WHAT IS BEING ASKED
Examine each line of the data, and copy the ones containing "East".

Items from a dataset

◇ ◇ ◇ ◇ ◇ ◇ ◇

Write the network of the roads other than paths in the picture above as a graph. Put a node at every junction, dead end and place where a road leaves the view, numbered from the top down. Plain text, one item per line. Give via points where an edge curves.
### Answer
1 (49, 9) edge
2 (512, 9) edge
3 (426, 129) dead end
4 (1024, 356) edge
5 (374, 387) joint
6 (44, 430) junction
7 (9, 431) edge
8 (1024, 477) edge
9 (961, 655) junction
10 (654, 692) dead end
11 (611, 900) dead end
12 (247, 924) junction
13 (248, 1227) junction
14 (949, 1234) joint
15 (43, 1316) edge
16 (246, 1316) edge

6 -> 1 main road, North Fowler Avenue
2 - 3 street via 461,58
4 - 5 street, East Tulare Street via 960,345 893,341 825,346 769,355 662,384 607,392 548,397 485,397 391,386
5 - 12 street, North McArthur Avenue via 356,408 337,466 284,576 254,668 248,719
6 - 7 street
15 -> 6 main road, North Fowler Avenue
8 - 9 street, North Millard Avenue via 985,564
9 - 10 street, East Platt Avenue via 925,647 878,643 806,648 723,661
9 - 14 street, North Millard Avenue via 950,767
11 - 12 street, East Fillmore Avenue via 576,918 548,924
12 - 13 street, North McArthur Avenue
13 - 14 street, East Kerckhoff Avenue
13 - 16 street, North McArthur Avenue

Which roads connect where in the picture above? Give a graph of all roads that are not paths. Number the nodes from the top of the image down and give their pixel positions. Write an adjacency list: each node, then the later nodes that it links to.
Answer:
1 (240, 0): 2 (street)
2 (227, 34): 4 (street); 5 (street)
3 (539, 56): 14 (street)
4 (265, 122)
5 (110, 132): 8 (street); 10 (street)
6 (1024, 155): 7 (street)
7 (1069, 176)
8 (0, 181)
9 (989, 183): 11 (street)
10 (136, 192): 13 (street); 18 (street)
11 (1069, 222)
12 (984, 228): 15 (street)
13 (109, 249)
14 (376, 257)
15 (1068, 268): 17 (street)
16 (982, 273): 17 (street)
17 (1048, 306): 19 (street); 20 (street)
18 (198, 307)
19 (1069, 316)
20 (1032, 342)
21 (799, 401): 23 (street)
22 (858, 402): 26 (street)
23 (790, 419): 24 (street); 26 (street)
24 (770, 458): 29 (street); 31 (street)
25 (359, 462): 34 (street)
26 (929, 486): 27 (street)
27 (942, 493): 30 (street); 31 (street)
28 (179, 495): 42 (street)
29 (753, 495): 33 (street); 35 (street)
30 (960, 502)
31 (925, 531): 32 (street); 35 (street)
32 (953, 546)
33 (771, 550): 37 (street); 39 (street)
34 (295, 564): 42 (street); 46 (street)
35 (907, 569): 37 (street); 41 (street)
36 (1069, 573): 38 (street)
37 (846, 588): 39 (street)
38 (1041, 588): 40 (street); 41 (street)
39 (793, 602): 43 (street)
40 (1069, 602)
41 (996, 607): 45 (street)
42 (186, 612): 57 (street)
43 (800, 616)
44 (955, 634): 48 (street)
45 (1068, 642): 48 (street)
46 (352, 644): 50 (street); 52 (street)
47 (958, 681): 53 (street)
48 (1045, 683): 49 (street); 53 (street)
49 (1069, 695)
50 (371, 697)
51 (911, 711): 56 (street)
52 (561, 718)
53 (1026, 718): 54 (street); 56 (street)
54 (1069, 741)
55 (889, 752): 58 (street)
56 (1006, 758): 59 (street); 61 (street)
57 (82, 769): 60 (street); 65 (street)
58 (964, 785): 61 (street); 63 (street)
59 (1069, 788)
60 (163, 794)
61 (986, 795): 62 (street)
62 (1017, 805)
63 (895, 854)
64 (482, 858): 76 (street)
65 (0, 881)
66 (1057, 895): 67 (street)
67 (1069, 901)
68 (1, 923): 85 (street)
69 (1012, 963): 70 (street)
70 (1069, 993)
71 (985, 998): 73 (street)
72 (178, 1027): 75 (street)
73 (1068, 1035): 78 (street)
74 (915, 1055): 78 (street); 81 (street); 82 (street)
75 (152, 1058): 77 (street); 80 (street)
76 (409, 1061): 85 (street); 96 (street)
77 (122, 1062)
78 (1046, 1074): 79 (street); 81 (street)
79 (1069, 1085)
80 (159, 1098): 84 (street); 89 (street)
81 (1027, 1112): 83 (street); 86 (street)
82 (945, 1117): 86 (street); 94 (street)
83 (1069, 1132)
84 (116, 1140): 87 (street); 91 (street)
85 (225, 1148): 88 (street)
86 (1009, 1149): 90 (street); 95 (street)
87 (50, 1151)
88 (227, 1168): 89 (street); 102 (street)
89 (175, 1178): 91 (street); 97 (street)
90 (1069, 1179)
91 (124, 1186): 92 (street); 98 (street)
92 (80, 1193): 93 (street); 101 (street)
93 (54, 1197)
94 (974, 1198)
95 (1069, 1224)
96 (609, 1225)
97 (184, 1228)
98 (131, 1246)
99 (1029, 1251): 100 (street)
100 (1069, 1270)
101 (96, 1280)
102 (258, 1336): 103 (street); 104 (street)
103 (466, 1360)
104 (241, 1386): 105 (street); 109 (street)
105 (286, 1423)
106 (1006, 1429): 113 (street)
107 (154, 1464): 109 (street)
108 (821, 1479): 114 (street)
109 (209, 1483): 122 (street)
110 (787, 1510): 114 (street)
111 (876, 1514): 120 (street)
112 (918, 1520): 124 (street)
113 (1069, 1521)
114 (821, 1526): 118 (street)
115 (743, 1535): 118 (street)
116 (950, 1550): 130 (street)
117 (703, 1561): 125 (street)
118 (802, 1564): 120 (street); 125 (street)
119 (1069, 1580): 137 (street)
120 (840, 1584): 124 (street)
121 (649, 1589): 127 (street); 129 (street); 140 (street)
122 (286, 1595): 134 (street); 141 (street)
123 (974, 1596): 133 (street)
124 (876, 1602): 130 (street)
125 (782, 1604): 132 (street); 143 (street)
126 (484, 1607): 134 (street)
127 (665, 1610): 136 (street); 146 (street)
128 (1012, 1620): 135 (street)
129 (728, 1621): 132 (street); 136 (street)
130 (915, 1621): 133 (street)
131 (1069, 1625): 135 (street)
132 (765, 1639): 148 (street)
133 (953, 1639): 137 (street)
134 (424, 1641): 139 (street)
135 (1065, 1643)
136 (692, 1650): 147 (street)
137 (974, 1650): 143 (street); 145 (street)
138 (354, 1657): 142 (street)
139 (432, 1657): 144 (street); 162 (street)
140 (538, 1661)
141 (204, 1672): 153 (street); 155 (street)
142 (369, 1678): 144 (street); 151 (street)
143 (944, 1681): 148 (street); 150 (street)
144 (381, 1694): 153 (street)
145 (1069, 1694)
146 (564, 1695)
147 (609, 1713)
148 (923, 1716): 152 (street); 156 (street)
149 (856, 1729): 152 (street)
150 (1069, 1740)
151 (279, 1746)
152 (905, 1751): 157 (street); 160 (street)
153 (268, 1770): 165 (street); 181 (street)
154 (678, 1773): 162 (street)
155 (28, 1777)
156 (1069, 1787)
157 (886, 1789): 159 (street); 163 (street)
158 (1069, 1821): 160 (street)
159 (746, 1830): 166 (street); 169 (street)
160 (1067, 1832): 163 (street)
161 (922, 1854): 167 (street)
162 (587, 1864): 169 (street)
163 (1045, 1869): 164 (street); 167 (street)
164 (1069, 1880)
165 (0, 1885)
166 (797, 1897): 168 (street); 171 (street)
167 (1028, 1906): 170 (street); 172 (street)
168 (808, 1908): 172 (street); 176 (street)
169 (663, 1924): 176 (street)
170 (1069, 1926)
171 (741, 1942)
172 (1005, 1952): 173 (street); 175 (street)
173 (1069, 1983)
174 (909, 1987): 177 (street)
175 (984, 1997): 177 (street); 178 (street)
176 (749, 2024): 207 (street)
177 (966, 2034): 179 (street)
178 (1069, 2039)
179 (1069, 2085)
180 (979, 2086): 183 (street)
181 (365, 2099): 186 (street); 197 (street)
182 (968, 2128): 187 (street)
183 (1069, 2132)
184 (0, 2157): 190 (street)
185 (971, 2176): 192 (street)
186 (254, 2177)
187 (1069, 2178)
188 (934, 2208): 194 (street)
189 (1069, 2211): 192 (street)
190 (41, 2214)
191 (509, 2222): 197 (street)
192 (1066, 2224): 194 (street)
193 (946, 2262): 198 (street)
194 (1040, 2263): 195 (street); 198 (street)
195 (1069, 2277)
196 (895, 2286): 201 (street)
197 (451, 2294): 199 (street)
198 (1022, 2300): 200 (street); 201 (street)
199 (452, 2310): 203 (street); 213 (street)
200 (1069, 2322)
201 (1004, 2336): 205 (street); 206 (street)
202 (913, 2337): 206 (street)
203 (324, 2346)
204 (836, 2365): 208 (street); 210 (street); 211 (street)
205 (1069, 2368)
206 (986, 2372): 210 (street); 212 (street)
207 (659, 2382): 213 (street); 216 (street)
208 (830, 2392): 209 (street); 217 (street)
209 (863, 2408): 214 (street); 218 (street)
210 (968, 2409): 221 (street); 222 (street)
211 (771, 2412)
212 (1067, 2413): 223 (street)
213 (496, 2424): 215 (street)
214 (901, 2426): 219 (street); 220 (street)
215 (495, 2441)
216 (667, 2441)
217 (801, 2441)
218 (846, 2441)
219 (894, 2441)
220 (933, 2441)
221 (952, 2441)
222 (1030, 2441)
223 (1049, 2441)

◇ ◇ ◇ ◇ ◇ ◇ ◇

ANSWER BOX
4 - 5 street, East Tulare Street via 960,345 893,341 825,346 769,355 662,384 607,392 548,397 485,397 391,386
9 - 10 street, East Platt Avenue via 925,647 878,643 806,648 723,661
11 - 12 street, East Fillmore Avenue via 576,918 548,924
13 - 14 street, East Kerckhoff Avenue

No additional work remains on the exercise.